Retido nos meus aposentos, prisioneiro de tantas circunstâncias adversas, recolho-me um pouco mais, a aprofundar o conforto da palavra de Deus, que há muito não sei ler senão como uma visita, d’Ele, da Sua misericórdia infinita. E o encanto daquela imagem do pastor, misturando-se com outras imagens, vindas de longe, mas todas denunciando algo que vai muito para além delas, cria em mim uma sensação de .liberdade, estranha, sobretudo pela força com que parece quebrar todas as cadeias que, momentos antes, me faziam sentir prisioneiro, privado de uma liberdade que só agora percebo para que serve:
Acicata-me a grandiosidade do cenário criado pelo evangelista para nos falar do Juízo Universal, que, segundo os comentadores, serve de enquadramento à doutrina do domínio universal de Cristo sobre a Criação.
“Vinde, benditos de meu Pai; recebei como herança o reino que vos está preparado desde a criação do mundo. (…) Em verdade vos digo: Quantas vezes o fizestes a um dos meus irmãos mais pequeninos, a Mim o fizestes”.
E fico a pensar, não na lista do Evangelho, porque essa já tem o seu quê de artificial e redutor^, pelo menos no modo como se lê e repete por aí, em todos os tons: o que me assalta a memória é muito mais extenso e profundo; todas as dores humanas; tudo aquilo que desfigura o mundo, que Deus criou bom e quis que fosse embelezado pelo homem, como seu donatário e administrador fiel.
Juízo Universal, Juízo Final… para quem vive da fé, não há juízo universal ou final que não possa e deva converter-se em particular e actual; meu e do momento que estou a viver.
Juízo particular e actual, sem perder tempo a pensar na encenação narrativa do evangelista, nem no que não posso fazer, do conteúdo do libelo de acusação que o texto apresenta.
Passa-me pela mente outra cena do Evangelho:
Naquela hora, quis a Providência que as circunstâncias pusessem em confronto o poder que serve as paixões humanas e o poder que serve a Verdade, até à morte: Pilatos, o detentor do poder que se deixa manipular contra a Verdade, Jesus, o inocente que morre pela Verdade.
A Pilatos dissera que a Sua realeza não era deste mundo; e a Igreja diz, na liturgia desta solenidade, que ao morrer assim, Ele estabelece “m reino eterno e universal: reino de verdade e de vida, reino de santidade e de graça, reino de justiça, de amor e de paz”.
No texto de São Mateus, o Juiz torna-se Pastor, ainda que mantendo as funções judiciais.
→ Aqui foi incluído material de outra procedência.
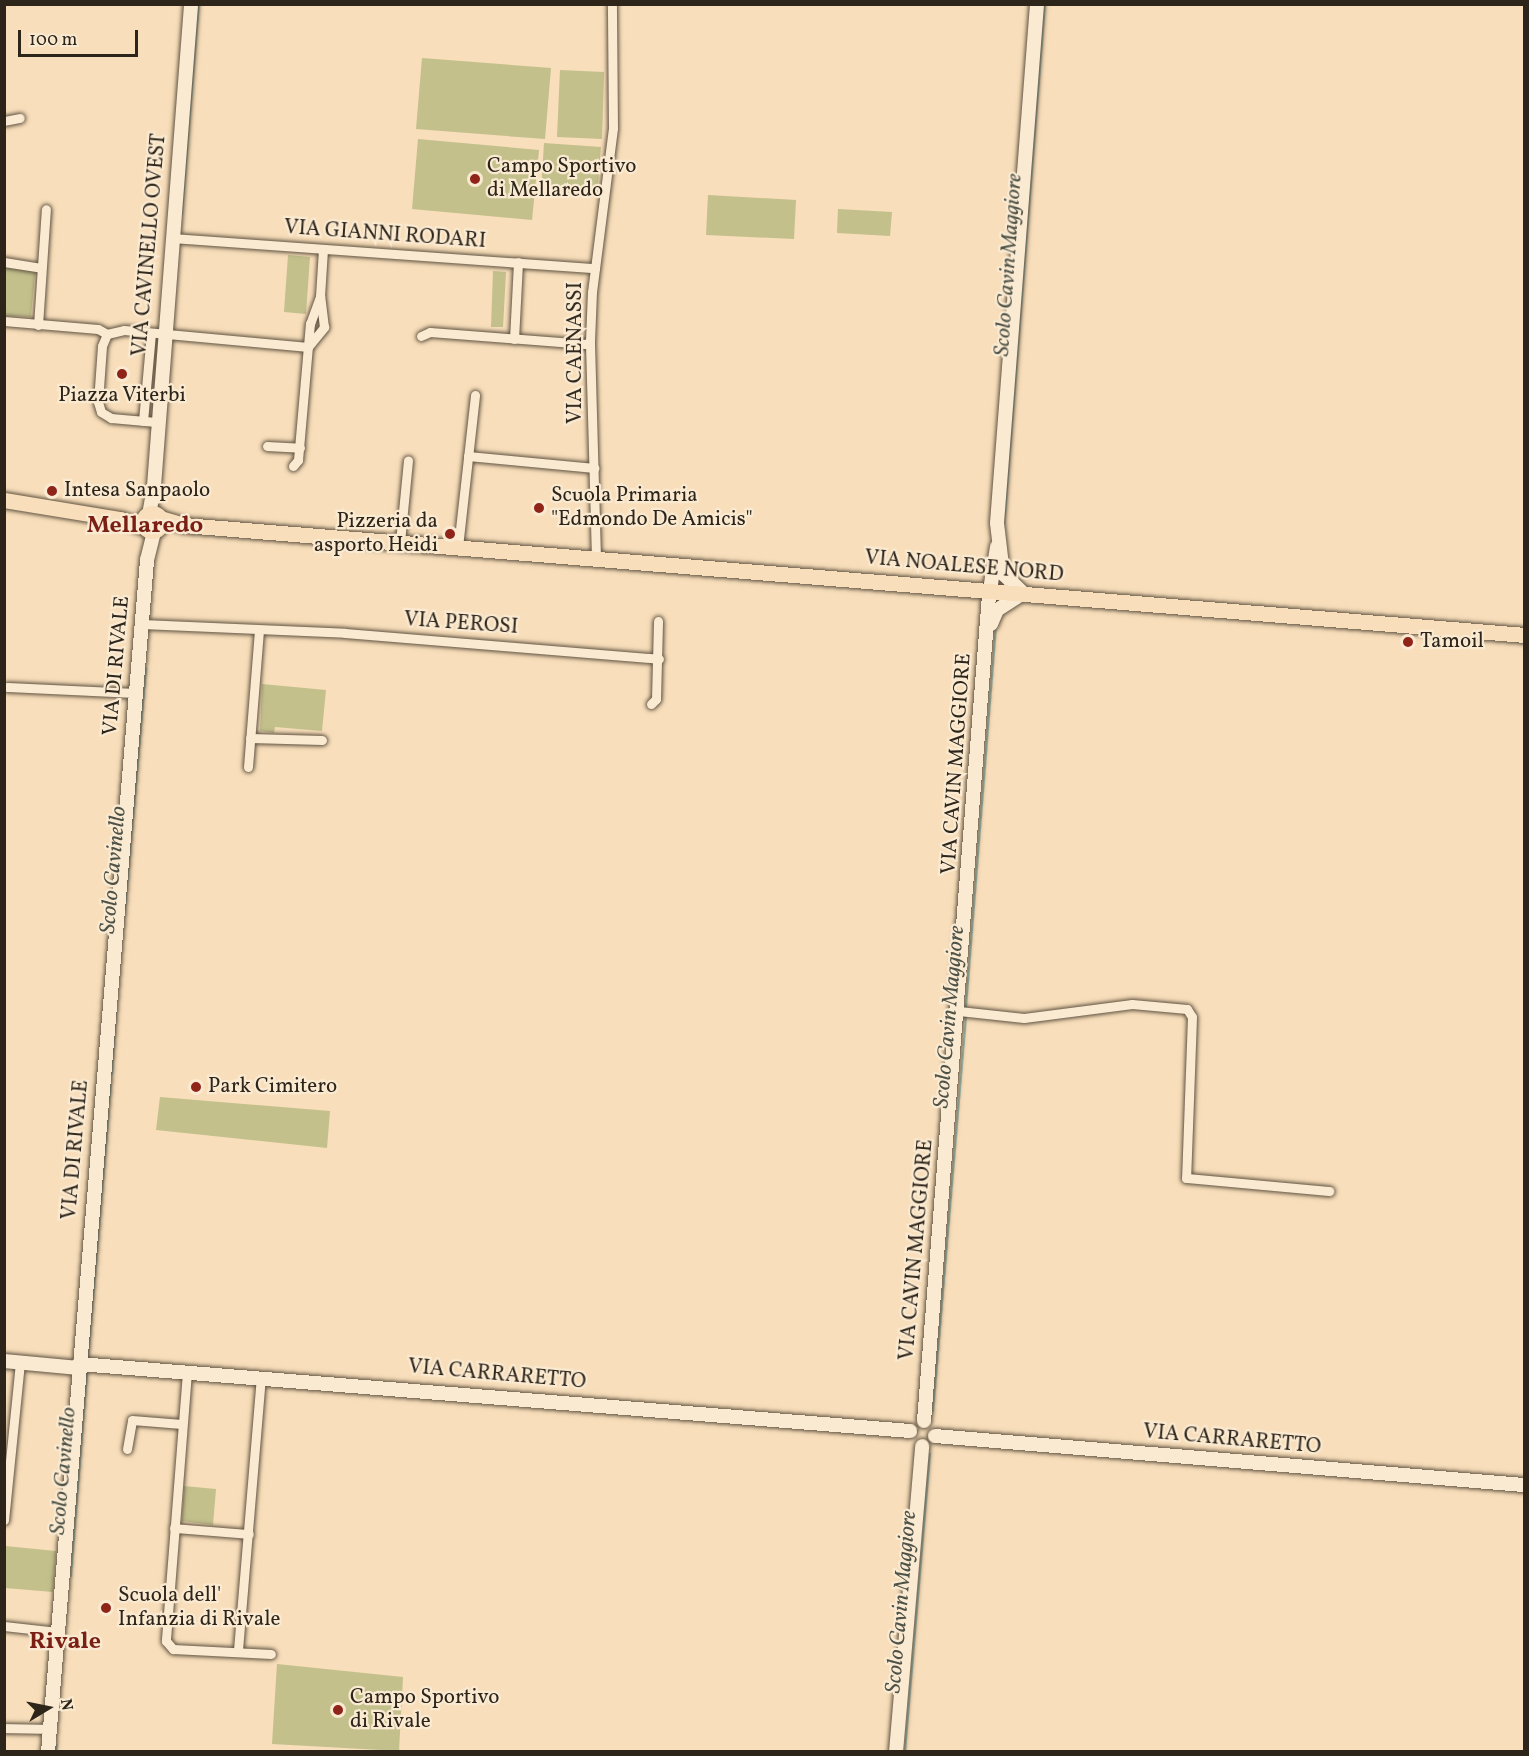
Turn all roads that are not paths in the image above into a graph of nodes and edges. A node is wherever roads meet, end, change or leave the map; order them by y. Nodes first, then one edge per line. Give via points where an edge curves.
1 (191, 4) edge
2 (612, 4) edge
3 (1037, 4) edge
4 (20, 118) dead end
5 (4, 121) edge
6 (46, 209) dead end
7 (172, 238) junction
8 (323, 250) junction
9 (4, 262) edge
10 (518, 262) junction
11 (40, 268) junction
12 (595, 268) junction
13 (320, 296) junction
14 (4, 321) edge
15 (38, 325) junction
16 (107, 334) junction
17 (157, 334) junction
18 (422, 336) dead end
19 (514, 339) junction
20 (590, 341) junction
21 (308, 347) junction
22 (475, 394) dead end
23 (150, 421) junction
24 (267, 446) dead end
25 (300, 448) junction
26 (468, 456) junction
27 (408, 460) dead end
28 (293, 466) dead end
29 (594, 468) junction
30 (4, 500) edge
31 (152, 522) junction
32 (400, 542) junction
33 (458, 547) junction
34 (997, 547) junction
35 (596, 558) junction
36 (1003, 574) junction
37 (993, 591) junction
38 (1023, 593) junction
39 (997, 610) junction
40 (658, 621) dead end
41 (142, 624) junction
42 (259, 629) junction
43 (988, 629) junction
44 (1524, 635) edge
45 (659, 659) junction
46 (7, 687) dead end
47 (136, 693) junction
48 (651, 705) dead end
49 (250, 738) junction
50 (321, 740) dead end
51 (248, 767) dead end
52 (964, 1011) junction
53 (1329, 1191) dead end
54 (4, 1361) edge
55 (20, 1363) junction
56 (79, 1366) junction
57 (187, 1372) junction
58 (261, 1378) junction
59 (924, 1421) junction
60 (183, 1424) junction
61 (910, 1431) junction
62 (935, 1437) junction
63 (922, 1446) junction
64 (127, 1449) dead end
65 (1524, 1485) edge
66 (4, 1520) edge
67 (174, 1528) junction
68 (249, 1534) junction
69 (4, 1626) edge
70 (58, 1632) junction
71 (238, 1650) junction
72 (271, 1654) dead end
73 (4, 1728) edge
74 (50, 1728) junction
75 (48, 1752) edge
76 (896, 1752) edge

1 - 7 street, VIA CAVINELLO OVEST
2 - 12 street, VIA CAENASSI via 613,128
3 - 34 street, VIA CAVIN MAGGIORE
4 - 5 street
6 - 11 street
7 - 8 street, VIA GIANNI RODARI
7 - 17 street, VIA CAVINELLO OVEST
8 - 10 street, VIA GIANNI RODARI
8 - 13 street
9 - 11 street
10 - 12 street, VIA GIANNI RODARI
10 - 19 street
11 - 15 street
12 - 20 street, VIA CAENASSI
13 - 21 street
13 - 21 street via 324,327
14 - 15 street
15 - 16 street via 98,329
16 - 17 street via 124,330
16 - 23 street via 102,346 98,407 111,418
17 - 21 street
17 - 23 street, VIA CAVINELLO OVEST
18 - 19 street via 429,332
19 - 20 street via 586,344
20 - 29 street, VIA CAENASSI
21 - 25 street
22 - 26 street
23 - 31 street, VIA CAVINELLO OVEST
24 - 25 street
25 - 28 street
26 - 29 street
26 - 33 street
27 - 32 street
29 - 35 street, VIA CAENASSI
30 - 31 main road, VIA NOALESE NORD
31 - 32 main road, VIA NOALESE NORD
31 - 41 street, VIA DI RIVALE
32 - 33 main road, VIA NOALESE NORD
33 - 35 main road, VIA NOALESE NORD
34 - 36 street, VIA CAVIN MAGGIORE
34 - 37 street, VIA CAVIN MAGGIORE
35 - 37 main road, VIA NOALESE NORD
36 - 37 street, VIA CAVIN MAGGIORE
36 - 38 street
37 - 38 main road, VIA NOALESE NORD
37 - 39 street, VIA CAVIN MAGGIORE
37 - 43 street, VIA CAVIN MAGGIORE
38 - 39 street
38 - 44 main road, VIA NOALESE NORD
39 - 43 street, VIA CAVIN MAGGIORE
40 - 45 street
41 - 42 street, VIA PEROSI
41 - 47 street, VIA DI RIVALE
42 - 45 street, VIA PEROSI
42 - 49 street
43 - 52 street, VIA CAVIN MAGGIORE
45 - 48 street via 656,699
46 - 47 street
47 - 56 street, VIA DI RIVALE
49 - 50 street
49 - 51 street
52 - 53 street via 1042,1017 1132,1005 1187,1009 1192,1017 1186,1178
52 - 59 street, VIA CAVIN MAGGIORE
54 - 55 street, VIA CARRARETTO
55 - 56 street, VIA CARRARETTO
55 - 66 street
56 - 57 street, VIA CARRARETTO
56 - 70 street, VIA DI RIVALE via 61,1545
57 - 58 street, VIA CARRARETTO
57 - 60 street
58 - 61 street, VIA CARRARETTO
58 - 68 street
59 - 61 street
59 - 62 street via 933,1425
60 - 64 street via 132,1420
60 - 67 street
61 - 63 street via 913,1441
62 - 63 street
62 - 65 street, VIA CARRARETTO
63 - 76 street
67 - 68 street
67 - 71 street via 167,1645 177,1649
68 - 71 street
69 - 70 street
70 - 74 street, VIA DI RIVALE
71 - 72 street
73 - 74 street
74 - 75 street, VIA DI RIVALE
Mas o que Ele quer é salvar o rebanho, e é por isso que exclui os que até ao fim, teimosamente, se afastaram do carinho que busca a ovelha perdida e a traz aos ombros para a segurança do redil. Que extraordinário conforto, ver-se como ovelha desse rebanho! Não a ovelha privilegiada, mas aquela que Ele trata como a que tem mais necessidade do Seu carinhoso cuidado.
E palpar nesse cuidado uma misteriosa súplica de solidariedade com Ele, no cúmulo das dores humanas que afligem o Seu divino Coração!
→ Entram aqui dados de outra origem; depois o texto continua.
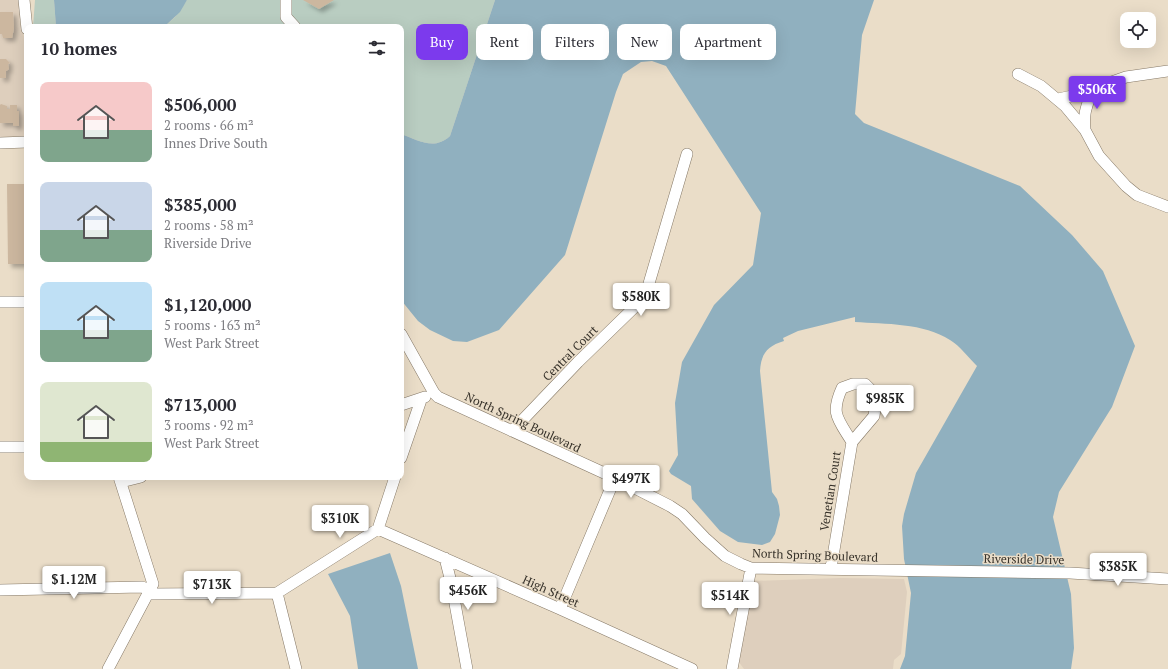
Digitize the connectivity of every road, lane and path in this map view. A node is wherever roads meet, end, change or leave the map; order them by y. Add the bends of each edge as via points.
1 (24, 0) edge
2 (286, 0) edge
3 (26, 24) edge
4 (292, 24) edge
5 (1168, 71) edge
6 (1018, 74) dead end
7 (1093, 88) junction
8 (1058, 100) junction
9 (1085, 130) junction
10 (24, 142) edge
11 (0, 143) edge
12 (687, 154) dead end
13 (1168, 207) edge
14 (0, 302) edge
15 (24, 302) edge
16 (404, 339) edge
17 (434, 393) junction
18 (421, 400) junction
19 (404, 404) edge
20 (512, 431) junction
21 (852, 442) junction
22 (0, 447) edge
23 (24, 447) edge
24 (404, 449) edge
25 (615, 478) junction
26 (120, 480) edge
27 (394, 480) edge
28 (378, 529) junction
29 (445, 558) junction
30 (750, 568) junction
31 (831, 568) junction
32 (903, 570) joint
33 (1168, 579) edge
34 (0, 590) edge
35 (149, 592) junction
36 (277, 593) junction
37 (560, 609) junction
38 (108, 669) edge
39 (296, 669) edge
40 (467, 669) edge
41 (692, 669) edge
42 (732, 669) edge

1 - 3 street
2 - 4 street via 286,17
5 - 7 street via 1126,76
6 - 8 street via 1042,86
7 - 8 street
7 - 9 street via 1084,112
8 - 9 street
9 - 13 street via 1099,156 1122,183 1137,195
10 - 11 street
12 - 20 street, Central Court via 645,297
14 - 15 street
16 - 17 street, North Spring Boulevard
17 - 18 street
17 - 20 street, North Spring Boulevard via 438,398
18 - 19 street
18 - 24 street
20 - 25 street, North Spring Boulevard
21 - 21 street, Venetian Court via 874,416 874,393 865,384 853,384 842,388 836,400 836,414
21 - 31 street, Venetian Court
22 - 23 street
25 - 30 street, North Spring Boulevard via 670,506 682,514 725,556
25 - 37 street
26 - 35 street via 152,580
27 - 28 street
28 - 29 street, High Street
28 - 36 street
29 - 37 street, High Street
29 - 40 street
30 - 31 street, North Spring Boulevard
30 - 42 street
31 - 32 street, North Spring Boulevard
32 - 33 street, Riverside Drive via 1070,573
34 - 35 street via 142,588
35 - 36 street
35 - 38 street
36 - 39 street
37 - 41 street, High Street

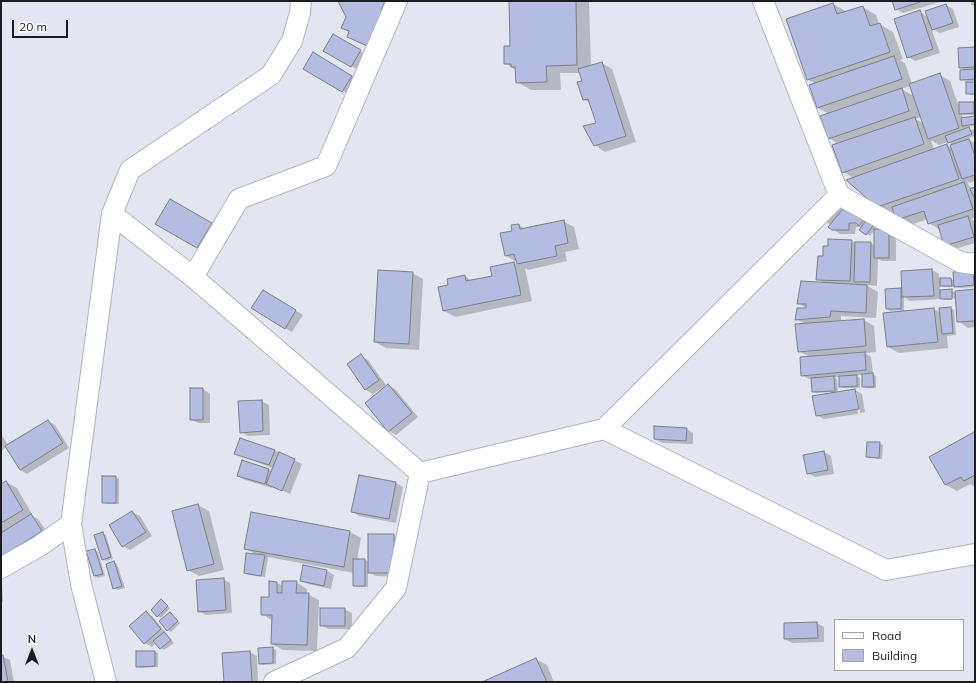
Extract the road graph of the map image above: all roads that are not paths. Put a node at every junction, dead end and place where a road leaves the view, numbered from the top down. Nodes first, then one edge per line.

“A minha realeza não é deste mundo!”
É a palavra decisiva de Jesus, para que os detentores do poder não só não tenham medo d’Ele, mas também desistam de querer manipulá-Lo ao serviço das suas ambições.
E fico a pensar que é também a palavra que me compromete a fazer por esse “reino de santidade e de graça, reino de justiça, de amor e de paz”, o que posso fazer agora, não o que poderia fazer se… Tantos condicionais a que recorremos, para ficarmos parados, inactivos.
Agora, nas minhas condições físicas e morais, com a idade que tenho e os problemas que me traz: dando-Lhe tudo, a começar pelo esforço alegre de facilitar o trabalho de quem cuida de mim. Porque tenho de abrir os olhos e ver como também no coração dessas pessoas, apesar de todos os pesares, lateja o coração do divino Mestre, cheio de amor e esmagado de dor por quem sofre, neste mundo, do qual não é o Seu Reino, mas no qual ele está.